Monday, April 16, 2012
Great time to buy, bad time to qualify.
I am convinced that, 5 years from now I, along with a lot of other folks out there will look back at 2011 thru 2012 and want to give myself a swift kick in the (you know what) for not taking advantage of today’s still semi-distressed housing market.
Houses that ballooned to near 7 figure prices in very modest neighborhoods can now be purchased for less than half of what they commanded during the boom years. I’ve heard and read many times over of investment firms pooling together hundreds of millions of dollars in special funds designed to buy up residential properties by the hundreds, and why not? If you’ve got the cash you can purchase a “move –in” ready home and rent it out at a profit every month.
To give you an example: I recently came across a bank owned 1 bedroom townhome in a decent area in the northwest San Fernando Valley with a garage, balcony and in unit washer/dryer for sale for $69,000. Do the math with the minimum FHA requirement of 3.5% down along with a $199/mos in home owners association dues your mortgage would be in the $700 a month range with a cash outlay of only $3000. A place like that can easily garner between $900-$1100 a month giving you instant positive cash flow, while capturing appreciation in value and getting the mortgage interest tax deduction on your tax return.
Sounds easy, if you’re lucky enough to be sitting on piles of cash or if your credit score and history are pristine. Once upon a time all you needed was a pulse to qualify for a home loan, now it seems like the only thing banks haven’t done to measure your credit worthiness is to draw blood and urine samples. Getting a home loan approved nowadays takes not only having all of your ducks in a row; you need to have the right kind of ducks as well. Here are some important factors you need to know before you start looking for that 3-bedroom diamond in the rough.

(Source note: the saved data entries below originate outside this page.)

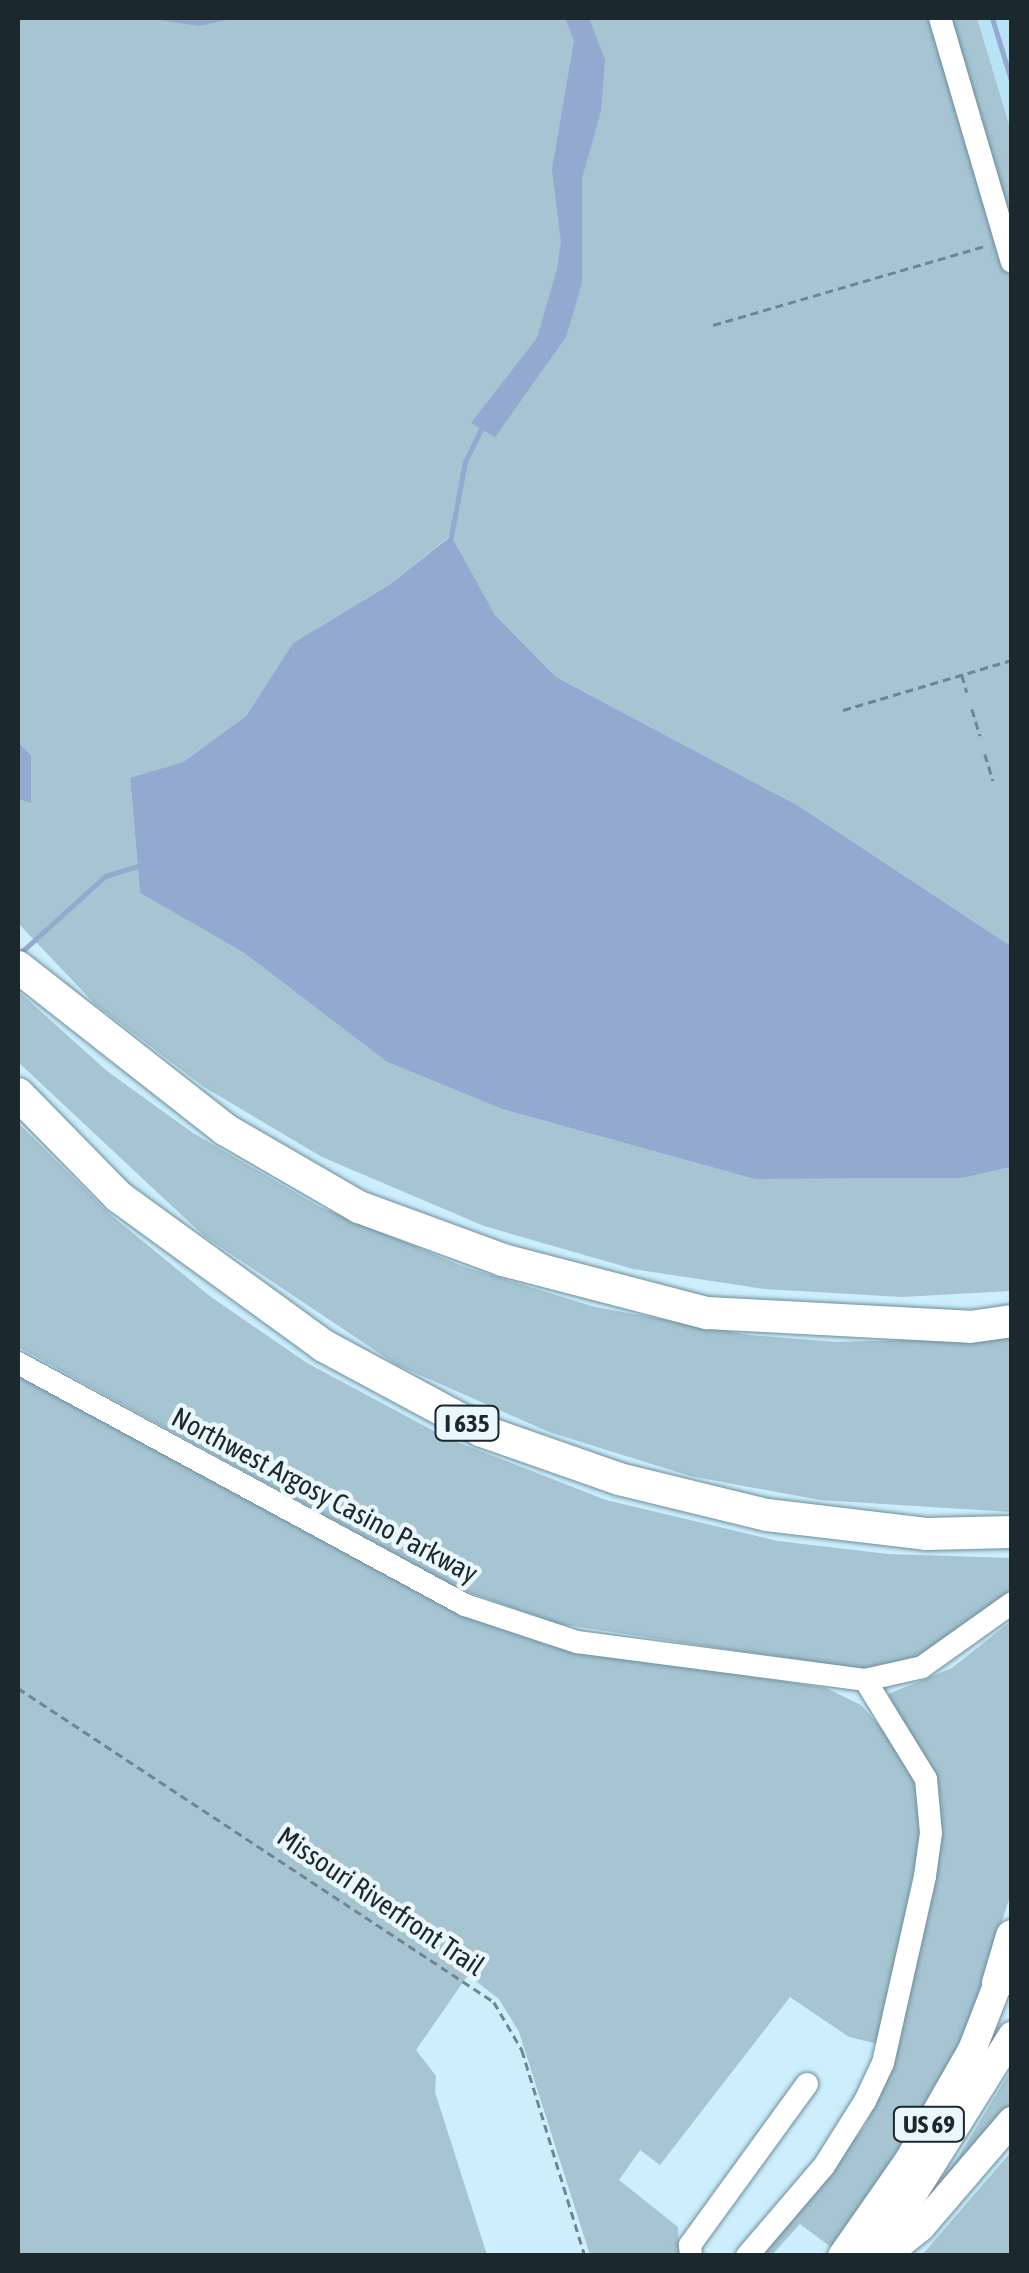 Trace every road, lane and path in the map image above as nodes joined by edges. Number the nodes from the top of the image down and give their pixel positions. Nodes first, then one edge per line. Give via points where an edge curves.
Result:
1 (940, 18) edge
2 (992, 244) dead end
3 (1012, 262) edge
4 (713, 325) dead end
5 (1012, 660) edge
6 (962, 675) junction
7 (967, 692) dead end
8 (972, 709) dead end
9 (842, 710) dead end
10 (980, 736) dead end
11 (984, 754) dead end
12 (993, 782) dead end
13 (18, 968) edge
14 (18, 1094) edge
15 (1012, 1321) edge
16 (18, 1364) edge
17 (1012, 1532) edge
18 (1012, 1603) edge
19 (865, 1680) junction
20 (18, 1688) edge
21 (1012, 1936) edge
22 (998, 1983) joint
23 (1012, 2036) edge
24 (807, 2084) dead end
25 (1012, 2121) edge
26 (585, 2256) edge
27 (691, 2256) edge
28 (746, 2256) edge
29 (842, 2256) edge
30 (874, 2256) edge
31 (885, 2256) edge

1 - 3 street
2 - 4 path
5 - 6 path
6 - 7 path
6 - 9 path
8 - 10 path
11 - 12 path
13 - 15 highway via 226,1130 359,1207 504,1260 706,1313 970,1327
14 - 17 highway, I 635 via 119,1197 324,1346 482,1431 619,1479 767,1514 926,1534
16 - 19 street, Northwest Argosy Casino Parkway via 465,1605 577,1642
18 - 19 street, Northwest Argosy Casino Parkway via 922,1668
19 - 28 street via 926,1780 932,1832 924,1876 883,2062 865,2101 824,2166
20 - 26 path, Missouri Riverfront Trail via 494,2002 522,2050
21 - 22 highway, US 69
22 - 29 main road, US 69 via 945,2098
23 - 30 main road, US 69
24 - 27 street via 690,2245
25 - 31 main road via 921,2227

•A FICO credit score of 764. Not only is this higher than the average score for approved loans as recently as November, it's far beyond the 620-640 FICOs that Fannie Mae and Freddie Mac once considered the minimum for a conventional prime mortgage. It's also well above the median FICO score nationwide, which is currently 711, according to the Fair Isaac Corp, developer of the score.

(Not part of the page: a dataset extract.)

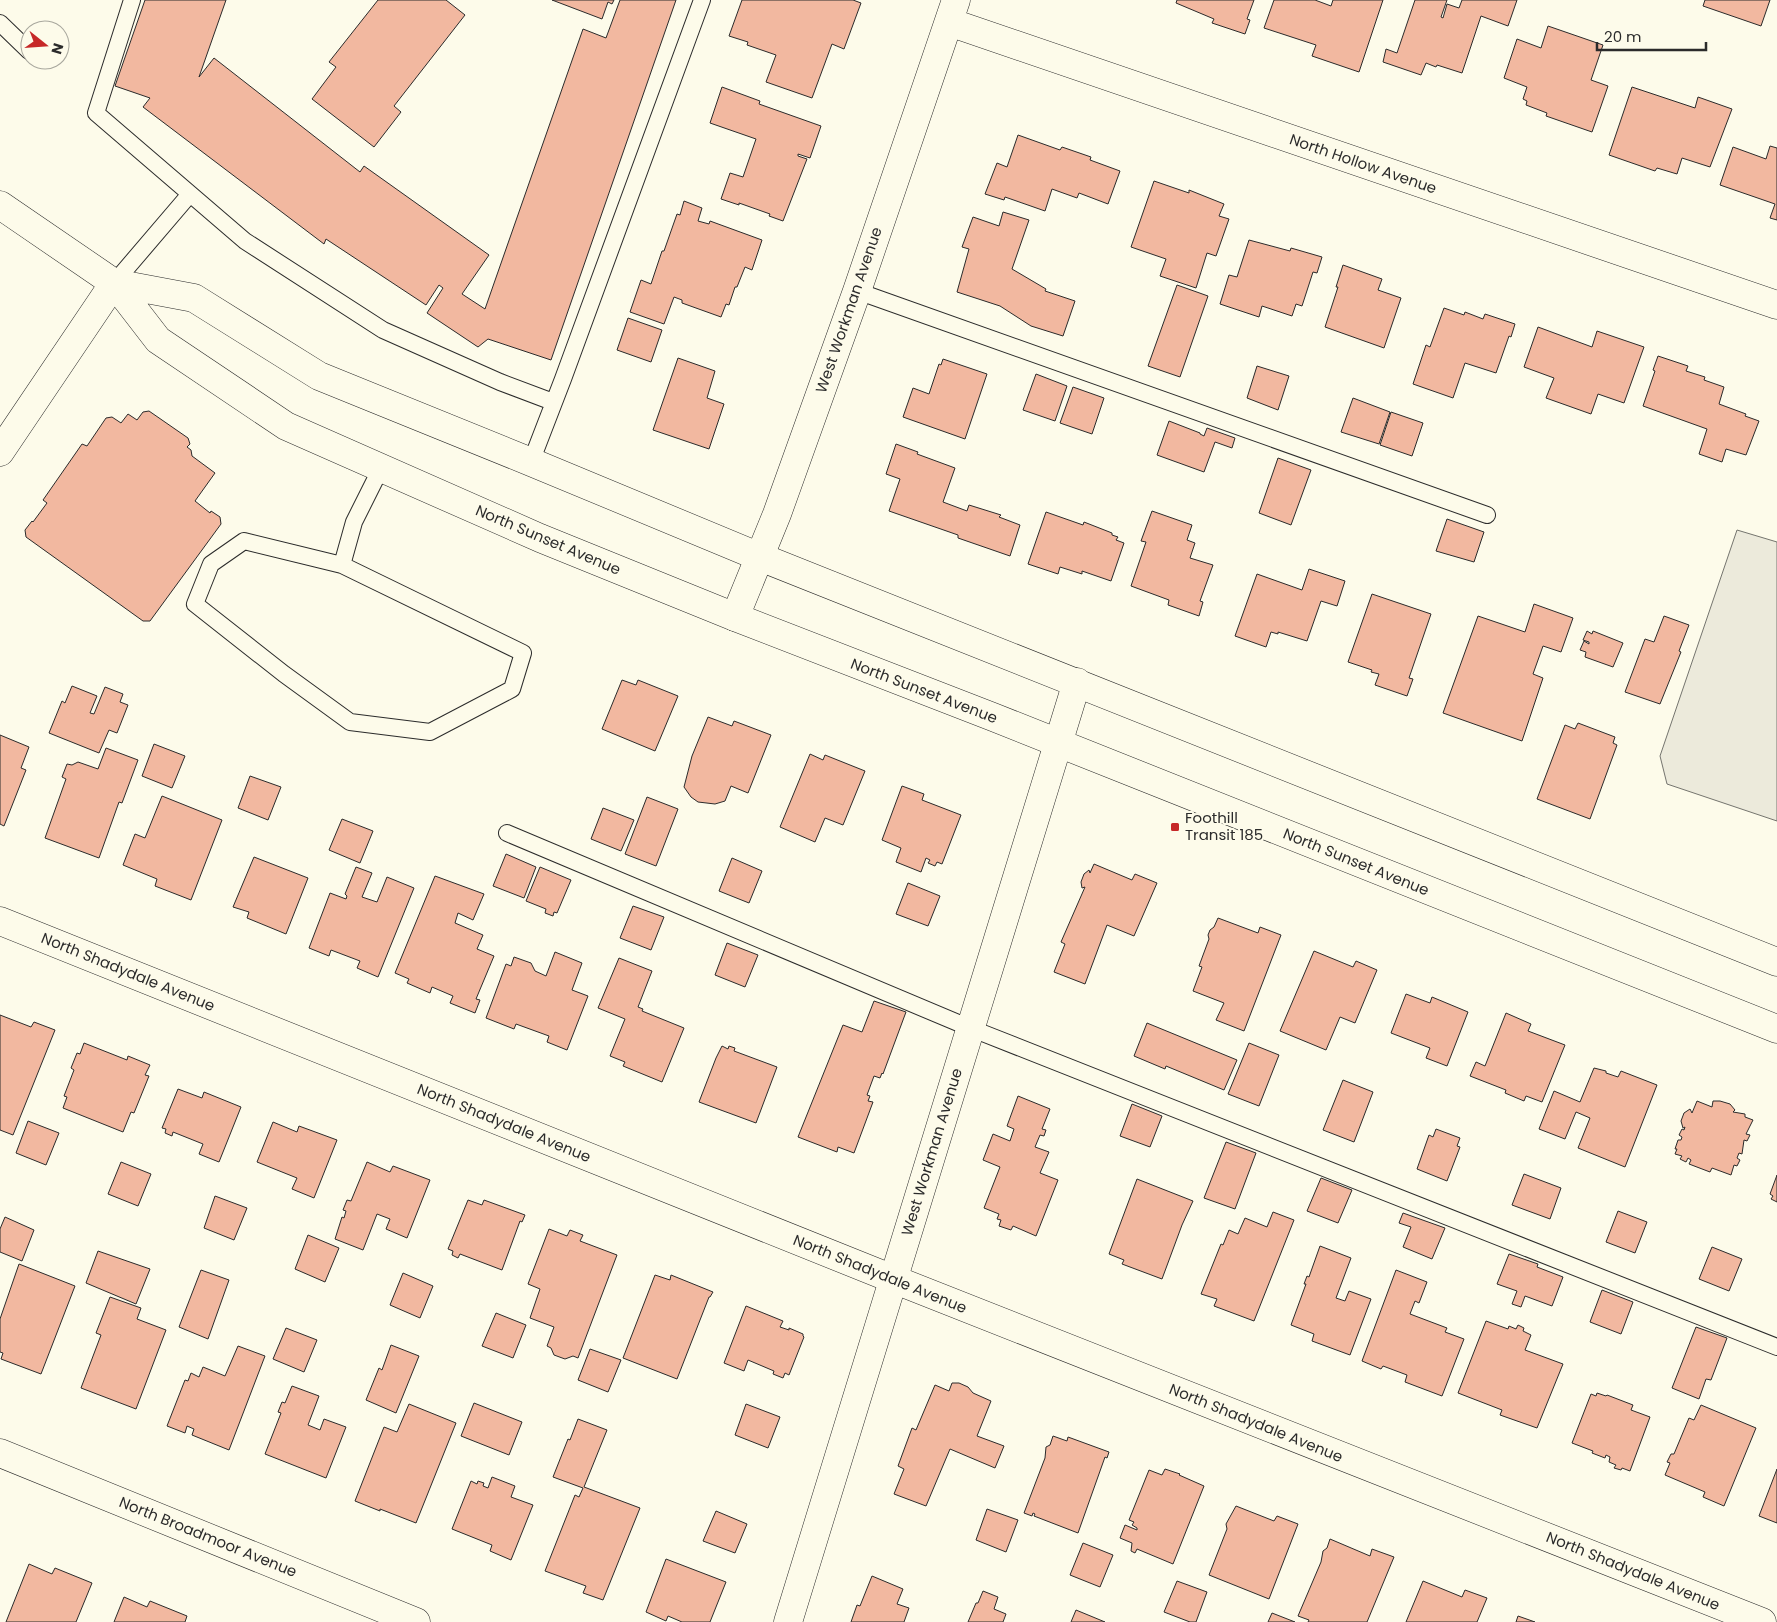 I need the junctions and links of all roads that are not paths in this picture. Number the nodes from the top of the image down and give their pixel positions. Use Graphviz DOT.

•A loan-to-value (LTV) ratio of 78%, signifying a down payment of 22%. This is higher than even the controversial minimum of 20% proposed last year by Obama administration financial regulatory officials who were seeking a standard for "safe" loans offering the lowest available rates and best terms.
•Debt-to-income ratios of 21% for housing expenses, 34% for total household monthly debt.
How about the profiles of people who applied for conventional loans to buy a house but were rejected or didn't get to closing? By historical standards, they were a fairly impressive group on average as well, with 732 FICO scores, 19% down payments and debt-to-income ratios of 24% (housing costs) and 41% (total debt).
Homeowners who refinanced existing conventional loans had the best profiles of all: average 770 FICOs, 65% LTVs indicating 35% equity stakes, and debt-to-income ratios of 22% housing and 32% total debt.
There is an alternative thought process out there. One could always try to qualify for the previously mentioned FHA (Federal Housing Administration government sponsored loan) which lowers its standards in an effort to make “The American Dream” more equitable. And, remember these are just averages, if you are in the ballpark of some of these impressive figures and standards you still have a good chance of qualifying since each bank or lending institution has their own standards to adhere to as well.